Gradient Descent Variants

Gradient Descent is the workhorse of machine learning—the algorithm that lets models learn from data by iteratively stepping toward the minimum of a loss function. But not all gradient descent is created equal. The way you compute gradients and update weights has profound implications for training speed, stability, and final model quality.

In this chapter, we'll explore the three main variants: Batch Gradient Descent, Stochastic Gradient Descent (SGD) , and Mini-Batch Gradient Descent. Each has its strengths, weaknesses, and ideal use cases.

The Core Algorithm

Before diving into variants, let's establish what a vanilla gradient descent algorithm looks like.

At its heart, gradient descent is a simple loop:

Initialize weights $w^0$ and choose a learning rate $\alpha > 0$
Compute the gradient of the loss with respect to weights: $\nabla_w E(w^t)$
Update weights by stepping opposite the gradient: $w^{t+1} = w^t - \alpha \nabla_w E(w^t)$
Repeat until convergence

The difference between variants lies entirely in how we compute the gradient.

Visualizing the Loss Landscape

To understand the behavior of different optimizers, it helps to visualize the loss function as a landscape. A contour plot is a 2D representation where each line connects points of equal loss value—like a topographic map.

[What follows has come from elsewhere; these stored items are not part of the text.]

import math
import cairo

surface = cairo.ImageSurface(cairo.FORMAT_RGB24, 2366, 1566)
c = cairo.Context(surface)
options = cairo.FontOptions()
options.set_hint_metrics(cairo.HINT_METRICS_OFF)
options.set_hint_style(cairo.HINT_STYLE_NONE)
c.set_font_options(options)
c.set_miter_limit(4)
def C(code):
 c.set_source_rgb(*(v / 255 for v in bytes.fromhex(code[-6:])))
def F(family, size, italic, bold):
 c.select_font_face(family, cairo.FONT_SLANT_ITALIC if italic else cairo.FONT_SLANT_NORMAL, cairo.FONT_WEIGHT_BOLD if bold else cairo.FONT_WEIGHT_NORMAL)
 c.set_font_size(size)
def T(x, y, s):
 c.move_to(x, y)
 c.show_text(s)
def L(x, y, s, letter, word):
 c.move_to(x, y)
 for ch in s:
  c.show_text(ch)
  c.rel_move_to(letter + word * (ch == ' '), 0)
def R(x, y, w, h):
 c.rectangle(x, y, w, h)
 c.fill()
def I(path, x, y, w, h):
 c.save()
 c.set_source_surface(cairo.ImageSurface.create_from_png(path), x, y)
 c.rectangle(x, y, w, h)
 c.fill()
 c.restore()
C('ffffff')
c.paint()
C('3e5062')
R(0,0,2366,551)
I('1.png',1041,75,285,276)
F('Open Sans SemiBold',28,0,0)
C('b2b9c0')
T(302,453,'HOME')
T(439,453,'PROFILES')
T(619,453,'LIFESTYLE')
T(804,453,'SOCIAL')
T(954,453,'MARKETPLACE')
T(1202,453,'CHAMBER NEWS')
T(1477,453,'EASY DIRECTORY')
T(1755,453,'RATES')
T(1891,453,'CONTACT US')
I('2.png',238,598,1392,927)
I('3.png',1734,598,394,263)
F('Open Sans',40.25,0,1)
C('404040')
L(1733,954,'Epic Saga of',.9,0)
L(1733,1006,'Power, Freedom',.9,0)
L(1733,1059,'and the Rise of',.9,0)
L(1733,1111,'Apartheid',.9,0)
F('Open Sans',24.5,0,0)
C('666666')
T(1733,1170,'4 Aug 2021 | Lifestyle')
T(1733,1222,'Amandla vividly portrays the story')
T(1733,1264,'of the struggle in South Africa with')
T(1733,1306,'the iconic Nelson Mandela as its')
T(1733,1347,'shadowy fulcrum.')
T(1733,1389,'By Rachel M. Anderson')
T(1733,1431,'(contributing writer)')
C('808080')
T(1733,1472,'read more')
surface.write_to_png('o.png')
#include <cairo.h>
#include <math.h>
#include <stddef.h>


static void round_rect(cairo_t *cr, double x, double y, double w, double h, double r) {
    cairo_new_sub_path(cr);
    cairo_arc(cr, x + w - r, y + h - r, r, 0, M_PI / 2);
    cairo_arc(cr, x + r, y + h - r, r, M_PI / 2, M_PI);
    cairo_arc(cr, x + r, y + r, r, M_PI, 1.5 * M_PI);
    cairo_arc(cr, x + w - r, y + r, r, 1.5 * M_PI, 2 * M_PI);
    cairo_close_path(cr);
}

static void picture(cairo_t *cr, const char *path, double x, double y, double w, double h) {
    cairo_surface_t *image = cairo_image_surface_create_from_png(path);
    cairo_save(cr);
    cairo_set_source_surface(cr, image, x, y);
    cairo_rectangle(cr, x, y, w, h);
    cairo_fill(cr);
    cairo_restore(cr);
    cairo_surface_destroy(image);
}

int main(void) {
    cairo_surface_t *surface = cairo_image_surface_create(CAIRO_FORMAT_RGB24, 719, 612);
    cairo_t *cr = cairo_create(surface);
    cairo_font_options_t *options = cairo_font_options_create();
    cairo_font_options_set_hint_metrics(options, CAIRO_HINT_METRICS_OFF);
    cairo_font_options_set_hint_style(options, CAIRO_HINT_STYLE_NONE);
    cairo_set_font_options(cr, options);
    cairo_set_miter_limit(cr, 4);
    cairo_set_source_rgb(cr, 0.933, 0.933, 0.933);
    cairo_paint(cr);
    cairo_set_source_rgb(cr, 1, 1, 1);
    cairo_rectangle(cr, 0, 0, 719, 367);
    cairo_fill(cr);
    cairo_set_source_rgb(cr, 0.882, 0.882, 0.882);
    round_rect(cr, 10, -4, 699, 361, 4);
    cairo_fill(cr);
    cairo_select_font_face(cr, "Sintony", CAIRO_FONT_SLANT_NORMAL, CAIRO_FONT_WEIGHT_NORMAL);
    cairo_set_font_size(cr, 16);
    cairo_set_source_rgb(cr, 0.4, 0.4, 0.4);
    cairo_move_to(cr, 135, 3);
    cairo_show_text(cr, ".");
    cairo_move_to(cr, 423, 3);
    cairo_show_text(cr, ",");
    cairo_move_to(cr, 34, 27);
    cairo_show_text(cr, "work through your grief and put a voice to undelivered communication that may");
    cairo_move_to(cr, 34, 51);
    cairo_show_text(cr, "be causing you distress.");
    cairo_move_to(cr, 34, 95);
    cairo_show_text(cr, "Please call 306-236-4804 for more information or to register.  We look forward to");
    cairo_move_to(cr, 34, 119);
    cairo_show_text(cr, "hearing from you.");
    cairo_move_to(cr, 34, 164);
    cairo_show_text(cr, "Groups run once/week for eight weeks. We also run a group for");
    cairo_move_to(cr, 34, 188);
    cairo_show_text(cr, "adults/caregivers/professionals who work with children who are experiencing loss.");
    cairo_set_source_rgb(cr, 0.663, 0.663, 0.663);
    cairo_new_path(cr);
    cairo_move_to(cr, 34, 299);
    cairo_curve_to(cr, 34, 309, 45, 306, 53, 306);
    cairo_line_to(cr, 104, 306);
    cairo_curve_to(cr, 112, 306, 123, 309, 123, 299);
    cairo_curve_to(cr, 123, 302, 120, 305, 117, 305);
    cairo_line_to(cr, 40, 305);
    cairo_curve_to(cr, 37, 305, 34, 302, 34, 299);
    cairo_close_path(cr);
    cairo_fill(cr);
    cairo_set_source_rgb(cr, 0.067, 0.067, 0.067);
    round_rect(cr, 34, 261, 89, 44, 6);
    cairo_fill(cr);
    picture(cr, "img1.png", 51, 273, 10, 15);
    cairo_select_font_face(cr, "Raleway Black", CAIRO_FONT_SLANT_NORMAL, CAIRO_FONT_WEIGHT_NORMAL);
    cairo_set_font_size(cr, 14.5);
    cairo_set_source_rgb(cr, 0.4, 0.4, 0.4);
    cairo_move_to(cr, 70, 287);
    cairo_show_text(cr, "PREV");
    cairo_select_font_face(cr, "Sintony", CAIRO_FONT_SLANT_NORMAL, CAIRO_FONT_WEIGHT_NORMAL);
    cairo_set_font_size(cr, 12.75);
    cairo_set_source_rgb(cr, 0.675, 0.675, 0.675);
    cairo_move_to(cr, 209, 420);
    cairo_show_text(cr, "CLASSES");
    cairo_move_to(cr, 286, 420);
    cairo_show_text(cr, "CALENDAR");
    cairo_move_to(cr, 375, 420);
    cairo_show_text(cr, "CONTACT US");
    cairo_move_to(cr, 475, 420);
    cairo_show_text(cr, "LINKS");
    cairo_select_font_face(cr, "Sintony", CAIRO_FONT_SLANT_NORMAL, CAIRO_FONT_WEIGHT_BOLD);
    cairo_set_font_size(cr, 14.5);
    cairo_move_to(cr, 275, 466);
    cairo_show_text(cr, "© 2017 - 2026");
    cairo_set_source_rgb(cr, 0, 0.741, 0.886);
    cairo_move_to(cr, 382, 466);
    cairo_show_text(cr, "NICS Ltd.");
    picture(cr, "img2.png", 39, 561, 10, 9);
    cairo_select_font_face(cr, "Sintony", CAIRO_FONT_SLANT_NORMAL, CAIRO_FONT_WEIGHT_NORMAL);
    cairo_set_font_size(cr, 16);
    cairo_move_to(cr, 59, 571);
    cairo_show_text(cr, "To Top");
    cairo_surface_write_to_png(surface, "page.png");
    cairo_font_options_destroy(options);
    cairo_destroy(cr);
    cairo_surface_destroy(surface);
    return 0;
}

The center of the concentric circles represents the minimum (lowest loss)
Steepest descent direction is perpendicular to the contours
Noisy updates bounce around instead of taking a straight path

Keep this mental image as we explore each variant.

Batch Gradient Descent

How It Works

Batch Gradient Descent computes the gradient using the entire dataset before making a single update.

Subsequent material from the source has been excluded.